[PROBLEM TO SOLVE] Of all the entries below, retype only the lines from the one with "ring pip: (427, 323)" through the one with "ring dip: (235, 225)", exactly as they appear.
-=-=-
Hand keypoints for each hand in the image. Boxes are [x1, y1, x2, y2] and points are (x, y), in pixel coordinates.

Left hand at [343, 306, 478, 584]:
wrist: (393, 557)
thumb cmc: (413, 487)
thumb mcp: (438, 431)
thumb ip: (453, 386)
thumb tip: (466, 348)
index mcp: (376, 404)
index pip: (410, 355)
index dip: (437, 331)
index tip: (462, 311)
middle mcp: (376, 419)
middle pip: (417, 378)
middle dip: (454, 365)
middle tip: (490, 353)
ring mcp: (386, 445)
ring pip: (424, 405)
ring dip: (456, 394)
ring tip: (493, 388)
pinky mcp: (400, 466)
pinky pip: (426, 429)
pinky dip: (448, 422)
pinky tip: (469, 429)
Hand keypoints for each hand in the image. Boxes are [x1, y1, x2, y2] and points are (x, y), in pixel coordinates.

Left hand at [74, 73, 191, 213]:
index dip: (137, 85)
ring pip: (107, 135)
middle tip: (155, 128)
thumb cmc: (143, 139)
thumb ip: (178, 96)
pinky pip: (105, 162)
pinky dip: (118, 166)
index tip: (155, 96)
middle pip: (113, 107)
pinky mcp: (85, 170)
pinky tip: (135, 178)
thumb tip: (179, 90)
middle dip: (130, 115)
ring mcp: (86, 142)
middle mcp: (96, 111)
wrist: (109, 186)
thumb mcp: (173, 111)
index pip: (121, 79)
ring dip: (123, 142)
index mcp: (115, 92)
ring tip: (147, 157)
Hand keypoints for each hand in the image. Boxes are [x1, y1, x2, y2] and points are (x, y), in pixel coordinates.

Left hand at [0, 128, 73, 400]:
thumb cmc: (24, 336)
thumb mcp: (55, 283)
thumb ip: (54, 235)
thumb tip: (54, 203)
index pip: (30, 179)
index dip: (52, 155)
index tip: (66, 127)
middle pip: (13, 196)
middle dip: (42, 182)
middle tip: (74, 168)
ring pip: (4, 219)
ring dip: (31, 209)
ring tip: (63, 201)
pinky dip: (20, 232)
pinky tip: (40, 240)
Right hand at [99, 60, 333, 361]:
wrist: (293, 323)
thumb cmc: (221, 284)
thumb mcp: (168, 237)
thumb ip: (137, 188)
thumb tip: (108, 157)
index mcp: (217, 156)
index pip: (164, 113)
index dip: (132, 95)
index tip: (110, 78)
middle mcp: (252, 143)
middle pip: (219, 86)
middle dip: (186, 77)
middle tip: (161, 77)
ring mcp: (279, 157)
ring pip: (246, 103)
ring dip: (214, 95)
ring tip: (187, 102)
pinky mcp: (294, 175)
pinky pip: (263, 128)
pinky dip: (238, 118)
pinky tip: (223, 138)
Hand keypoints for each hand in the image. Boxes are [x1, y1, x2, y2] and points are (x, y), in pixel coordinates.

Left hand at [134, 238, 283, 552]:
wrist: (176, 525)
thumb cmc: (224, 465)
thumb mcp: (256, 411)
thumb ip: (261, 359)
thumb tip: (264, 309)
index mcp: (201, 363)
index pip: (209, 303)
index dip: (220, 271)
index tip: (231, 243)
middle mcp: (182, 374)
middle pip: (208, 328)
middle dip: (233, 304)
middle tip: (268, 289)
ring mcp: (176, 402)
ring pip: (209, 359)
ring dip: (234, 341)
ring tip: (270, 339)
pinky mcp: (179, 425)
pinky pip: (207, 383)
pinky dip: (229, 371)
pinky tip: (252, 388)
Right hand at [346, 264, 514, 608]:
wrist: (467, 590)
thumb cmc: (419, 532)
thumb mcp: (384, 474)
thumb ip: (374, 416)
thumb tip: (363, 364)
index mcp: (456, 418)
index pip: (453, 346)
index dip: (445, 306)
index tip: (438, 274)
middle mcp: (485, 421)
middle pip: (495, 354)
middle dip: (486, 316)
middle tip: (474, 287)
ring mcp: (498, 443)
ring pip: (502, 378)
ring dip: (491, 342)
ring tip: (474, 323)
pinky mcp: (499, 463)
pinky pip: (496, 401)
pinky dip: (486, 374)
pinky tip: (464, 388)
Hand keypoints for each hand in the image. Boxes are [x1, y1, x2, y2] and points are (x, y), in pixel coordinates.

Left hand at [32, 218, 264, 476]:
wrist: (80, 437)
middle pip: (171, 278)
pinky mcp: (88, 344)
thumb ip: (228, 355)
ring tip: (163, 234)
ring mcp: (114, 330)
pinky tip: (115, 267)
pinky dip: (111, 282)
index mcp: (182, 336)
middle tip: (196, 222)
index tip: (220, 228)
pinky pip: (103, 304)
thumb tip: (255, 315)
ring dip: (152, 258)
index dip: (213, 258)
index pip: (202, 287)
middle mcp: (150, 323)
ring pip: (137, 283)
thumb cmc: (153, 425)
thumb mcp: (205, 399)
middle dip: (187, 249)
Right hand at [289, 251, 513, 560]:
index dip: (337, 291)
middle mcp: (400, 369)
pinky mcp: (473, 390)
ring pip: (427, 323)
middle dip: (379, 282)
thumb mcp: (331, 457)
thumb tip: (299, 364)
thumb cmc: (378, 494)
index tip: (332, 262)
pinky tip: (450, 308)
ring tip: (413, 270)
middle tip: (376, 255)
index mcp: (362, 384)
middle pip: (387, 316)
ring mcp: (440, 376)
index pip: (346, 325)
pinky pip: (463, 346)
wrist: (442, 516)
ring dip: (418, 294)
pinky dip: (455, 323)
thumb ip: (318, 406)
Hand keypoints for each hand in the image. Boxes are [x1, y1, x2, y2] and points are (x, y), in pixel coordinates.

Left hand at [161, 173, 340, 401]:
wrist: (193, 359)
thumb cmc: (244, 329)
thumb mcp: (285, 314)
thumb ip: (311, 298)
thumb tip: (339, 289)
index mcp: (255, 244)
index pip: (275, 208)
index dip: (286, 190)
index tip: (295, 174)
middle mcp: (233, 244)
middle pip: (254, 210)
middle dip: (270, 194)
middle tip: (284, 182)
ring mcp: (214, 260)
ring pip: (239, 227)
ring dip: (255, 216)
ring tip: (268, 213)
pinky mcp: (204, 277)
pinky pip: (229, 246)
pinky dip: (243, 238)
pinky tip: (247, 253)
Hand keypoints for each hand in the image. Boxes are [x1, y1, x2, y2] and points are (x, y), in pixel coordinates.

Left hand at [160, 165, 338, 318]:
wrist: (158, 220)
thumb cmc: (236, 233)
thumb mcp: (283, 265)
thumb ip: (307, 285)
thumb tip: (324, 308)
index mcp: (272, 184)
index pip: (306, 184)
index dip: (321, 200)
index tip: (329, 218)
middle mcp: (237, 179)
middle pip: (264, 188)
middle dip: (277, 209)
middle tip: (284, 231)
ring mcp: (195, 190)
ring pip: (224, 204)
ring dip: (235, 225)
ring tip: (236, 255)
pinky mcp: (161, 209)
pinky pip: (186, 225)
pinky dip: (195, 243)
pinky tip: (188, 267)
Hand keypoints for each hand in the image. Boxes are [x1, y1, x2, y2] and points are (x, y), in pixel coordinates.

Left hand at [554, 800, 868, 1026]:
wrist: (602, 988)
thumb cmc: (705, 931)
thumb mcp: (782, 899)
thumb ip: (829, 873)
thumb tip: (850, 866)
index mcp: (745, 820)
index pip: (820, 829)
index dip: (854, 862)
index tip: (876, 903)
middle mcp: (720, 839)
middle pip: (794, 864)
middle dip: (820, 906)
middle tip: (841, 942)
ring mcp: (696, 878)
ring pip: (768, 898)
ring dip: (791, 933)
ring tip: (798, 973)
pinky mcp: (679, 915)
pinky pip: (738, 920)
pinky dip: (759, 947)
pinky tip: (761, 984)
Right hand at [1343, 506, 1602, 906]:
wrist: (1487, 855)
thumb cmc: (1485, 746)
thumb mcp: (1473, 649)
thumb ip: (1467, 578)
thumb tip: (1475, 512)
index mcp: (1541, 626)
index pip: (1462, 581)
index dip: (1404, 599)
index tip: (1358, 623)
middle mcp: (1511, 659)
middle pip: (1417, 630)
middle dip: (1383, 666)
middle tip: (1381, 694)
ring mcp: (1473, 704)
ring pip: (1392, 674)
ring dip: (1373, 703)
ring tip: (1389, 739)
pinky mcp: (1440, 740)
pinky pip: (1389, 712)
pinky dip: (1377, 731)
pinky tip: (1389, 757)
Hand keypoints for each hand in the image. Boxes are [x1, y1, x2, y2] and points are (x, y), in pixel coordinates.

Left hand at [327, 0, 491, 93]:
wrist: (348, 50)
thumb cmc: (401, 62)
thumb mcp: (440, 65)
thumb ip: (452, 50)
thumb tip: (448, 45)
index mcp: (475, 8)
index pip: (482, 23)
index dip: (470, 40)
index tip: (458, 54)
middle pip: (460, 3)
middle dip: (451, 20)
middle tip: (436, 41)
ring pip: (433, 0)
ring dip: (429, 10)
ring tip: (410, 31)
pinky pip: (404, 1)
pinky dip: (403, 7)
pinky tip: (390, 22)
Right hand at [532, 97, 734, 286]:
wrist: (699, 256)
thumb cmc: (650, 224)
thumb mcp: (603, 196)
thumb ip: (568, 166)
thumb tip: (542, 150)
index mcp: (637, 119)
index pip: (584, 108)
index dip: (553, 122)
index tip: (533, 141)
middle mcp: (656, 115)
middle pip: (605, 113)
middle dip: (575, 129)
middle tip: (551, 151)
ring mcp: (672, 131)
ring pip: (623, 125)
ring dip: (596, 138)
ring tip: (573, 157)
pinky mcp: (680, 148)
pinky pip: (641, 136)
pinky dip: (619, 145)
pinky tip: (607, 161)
-=-=-
[EXPECTED ANSWER]
ring pip: (427, 323)
middle dip: (379, 282)
thumb mcp: (331, 457)
thumb tip: (299, 364)
thumb cmc: (378, 494)
index tip: (332, 262)
pinky tip: (450, 308)
ring tip: (413, 270)
middle tip: (376, 255)
index mcp: (362, 384)
middle pip: (387, 316)
ring mcp: (440, 376)
index pip: (346, 325)
pinky pip: (463, 346)
wrist: (442, 516)
ring dip: (418, 294)
pinky dip: (455, 323)
thumb ip: (318, 406)
Hand keypoints for each hand in the image. Boxes are [x1, y1, x2, y2] and points are (x, y), in pixel coordinates.

Left hand at [161, 173, 340, 401]:
wrist: (193, 359)
thumb cmc: (244, 329)
thumb mcp: (285, 314)
thumb ip: (311, 298)
thumb tip: (339, 289)
index mcp: (255, 244)
index pip: (275, 208)
index dip: (286, 190)
index tip: (295, 174)
middle mcp: (233, 244)
middle pip: (254, 210)
middle dip: (270, 194)
middle tip: (284, 182)
ring mcp: (214, 260)
ring pip: (239, 227)
ring dip: (255, 216)
ring tip: (268, 213)
pinky mcp: (204, 277)
pinky pip: (229, 246)
pinky dip: (243, 238)
pinky tip: (247, 253)
Hand keypoints for each hand in the image. Boxes are [x1, y1, x2, y2] and points are (x, y), in pixel coordinates.

Left hand at [160, 165, 338, 318]:
wrist: (158, 220)
thumb cmc: (236, 233)
thumb mcp: (283, 265)
thumb ip: (307, 285)
thumb tip: (324, 308)
index mcp: (272, 184)
index pip: (306, 184)
index dip: (321, 200)
index tip: (329, 218)
middle mcp: (237, 179)
middle pip: (264, 188)
middle dip: (277, 209)
middle tip: (284, 231)
ring mcp: (195, 190)
ring pip: (224, 204)
ring dip: (235, 225)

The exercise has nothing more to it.